17.10.2. GeoLife GPS Trajectory Data¶
This directory provides GeoLife GeoMesa ingest commands and converter configuration files.
The GeoLife dataset contain timestamped latitude, longitude, and altitude for 182 different users. There are 17,621 total points, spanning 1.2 kilometers and years 2007-2012.
Data was collected from users’ phones and other GPS loggers and is meant to model activity such as commuting, shopping, sightseeing, etc.
Some user entries contain additional information about the mode of transportation.
17.10.2.1. Getting GeoLife data¶
The GeoLife data set can be downloaded using the provided
download-data.sh
script in $GEOMESA_ACCUMULO_HOME/bin/
as such
./download-data.sh geolife
Alternatively, download the GeoLife Data here.
Once you have downloaded the data, extract the ZIP file for ingestion.
Note
Make sure that you maintain the directory structure of the data set. The ingest converter expects this hierarchy in order to correctly parse the user ID and the track ID of each trace.
17.10.2.2. Data Format¶
Each folder of the dataset represents one user’s GPS logs. Each log is formatted as a PLT file as follows (based on the user guide contained in the zip file):
Line 1…6 are useless in this dataset, and can be ignored. Points are described in following lines, one for each line.

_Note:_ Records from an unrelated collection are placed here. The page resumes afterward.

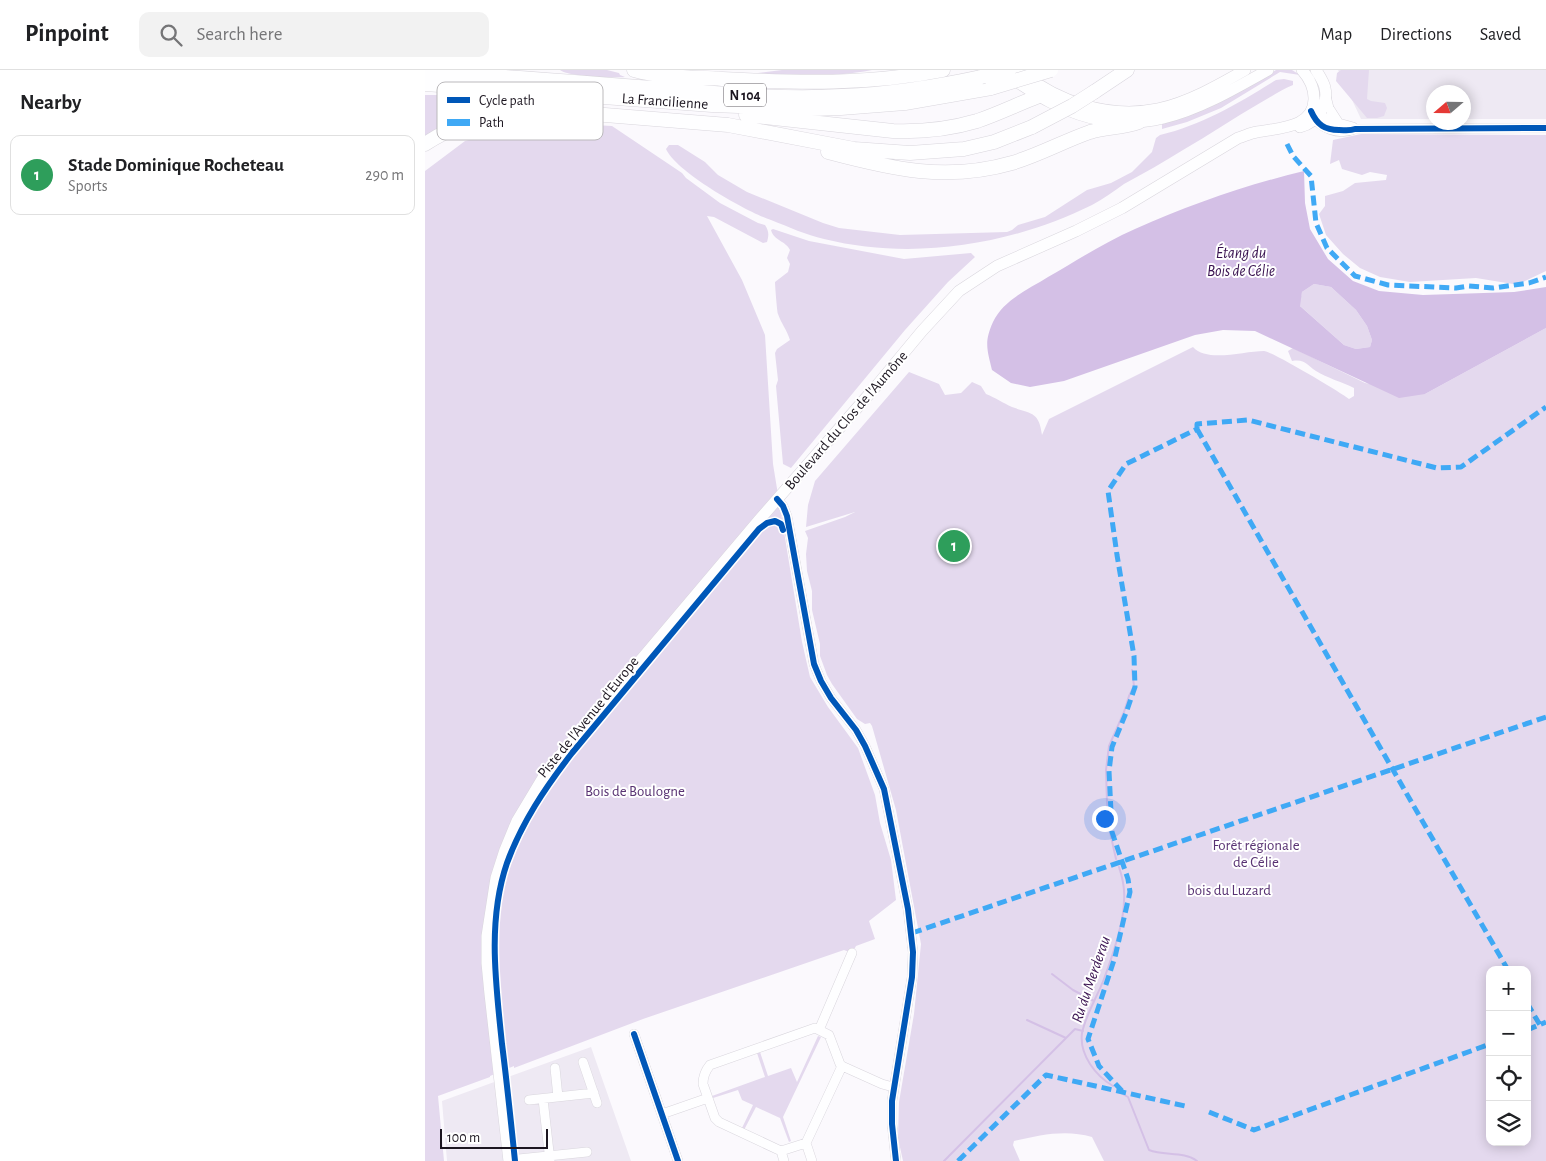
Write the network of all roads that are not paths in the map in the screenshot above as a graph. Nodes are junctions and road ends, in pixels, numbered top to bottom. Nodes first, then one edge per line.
1 (487, 70) edge
2 (634, 70) edge
3 (943, 70) edge
4 (1003, 70) edge
5 (1009, 70) edge
6 (1019, 70) edge
7 (1051, 70) edge
8 (1127, 70) edge
9 (1245, 70) edge
10 (1268, 70) edge
11 (1301, 70) edge
12 (1316, 70) edge
13 (425, 72) edge
14 (508, 76) junction
15 (582, 82) edge
16 (603, 84) edge
17 (1325, 95) junction
18 (1039, 96) junction
19 (603, 97) edge
20 (685, 103) junction
21 (603, 115) edge
22 (1315, 115) junction
23 (1139, 122) junction
24 (1338, 122) junction
25 (1355, 128) junction
26 (1546, 128) edge
27 (769, 132) junction
28 (437, 137) edge
29 (425, 144) edge
30 (777, 499) junction
31 (852, 953) dead end
32 (819, 1030) junction
33 (634, 1034) dead end
34 (583, 1062) dead end
35 (842, 1066) junction
36 (555, 1068) dead end
37 (893, 1087) junction
38 (594, 1093) junction
39 (558, 1097) junction
40 (707, 1098) junction
41 (543, 1099) junction
42 (529, 1100) dead end
43 (597, 1103) dead end
44 (662, 1114) junction
45 (805, 1142) junction
46 (781, 1151) junction
47 (587, 1152) dead end
48 (550, 1158) edge
49 (509, 1161) edge
50 (679, 1161) edge
51 (785, 1161) edge
52 (812, 1161) edge
53 (896, 1161) edge

1 - 14 highway
2 - 3 highway
4 - 18 main road
5 - 16 highway, La Francilienne / N 104, bridge
6 - 9 main road
7 - 20 highway, La Francilienne / N 104, bridge
8 - 27 highway, bridge
10 - 23 main road
11 - 22 main road
12 - 17 main road
13 - 14 highway
14 - 15 highway, La Francilienne / N 104, bridge
17 - 22 main road
17 - 24 street
18 - 20 highway
18 - 23 main road
19 - 20 highway, La Francilienne / N 104
21 - 27 highway
22 - 24 street
22 - 25 street
22 - 30 main road, Boulevard du Clos de l'Aumône
23 - 27 highway
24 - 25 street
25 - 26 street
28 - 29 highway
30 - 37 street, Boulevard du Clos de l'Aumône
30 - 49 main road
31 - 32 street
32 - 35 street
32 - 40 street
33 - 44 street
34 - 38 street
35 - 37 street
35 - 45 street
36 - 39 street
37 - 53 street, Boulevard du Clos de l'Aumône
38 - 39 street
38 - 43 street
39 - 41 street
40 - 44 street
40 - 46 street
41 - 42 street
41 - 48 street
44 - 50 street
45 - 46 street
45 - 52 street
46 - 51 street
47 - 48 street
48 - 49 street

Field 1: Latitude in decimal degrees.Field 2: Longitude in decimal degrees.Field 3: All set to 0 for this dataset.Field 4: Altitude in feet (-777 if not valid).Field 5: Date - number of days (with fractional part) that have passed since 12/30/1899.Field 6: Date as a string.Field 7: Time as a string.Note that field 5 and field 6&7 represent the same date/time in this dataset. You may use either of them.Example: 39.906631,116.385564,0,492,40097.5864583333,2009-10-11,14:04:30 39.906554,116.385625,0,492,40097.5865162037,2009-10-11,14:04:35
More information on features of the GeoLife data, see their documentation as well as the user guide contained in the zip of the dataset.
17.10.2.3. Ingesting the Data¶
Check that the geolife
simple feature type is available on the GeoMesa
tools classpath. This is the default case.
$ geomesa-accumulo env | grep geolife
If it is not, merge the contents of reference.conf
with
$GEOMESA_ACCUMULO_HOME/conf/application.conf
, or ensure that
reference.conf
is in $GEOMESA_ACCUMULO_HOME/conf/sfts/geolife
Ensure that the extracted GeoLife data is in its original folder structure. This is required for the converter to parse the user and track ID for each trace.
Run the ingest. You may optionally point to a different accumulo
instance using -i
and -z
options. See geomesa-accumulo help ingest
for more detail.
$ geomesa-accumulo ingest -u USERNAME -c CATALOGNAME -s geolife -C geolife \
--threads 4 /path/to/Geolife\ Trajectories\ 1.3/Data/**/*.plt
Any errors in ingestion will be logged to $GEOMESA_ACCUMULO_HOME/logs
.
17.10.2.4. Citation¶
Microsoft Research asks that you cite the following papers when using this dataset:
- Yu Zheng, Lizhu Zhang, Xing Xie, Wei-Ying Ma. Mining interesting locations and travel sequences from GPS trajectories. In Proceedings of International conference on World Wild Web (WWW 2009), Madrid Spain. ACM Press: 791-800.
- Yu Zheng, Quannan Li, Yukun Chen, Xing Xie, Wei-Ying Ma. Understanding Mobility Based on GPS Data. In Proceedings of ACM conference on Ubiquitous Computing (UbiComp 2008), Seoul, Korea. ACM Press: 312-321.
- Yu Zheng, Xing Xie, Wei-Ying Ma, GeoLife: A Collaborative Social Networking Service among User, location and trajectory. Invited paper, in IEEE Data Engineering Bulletin. 33, 2,2010, pp. 32-40.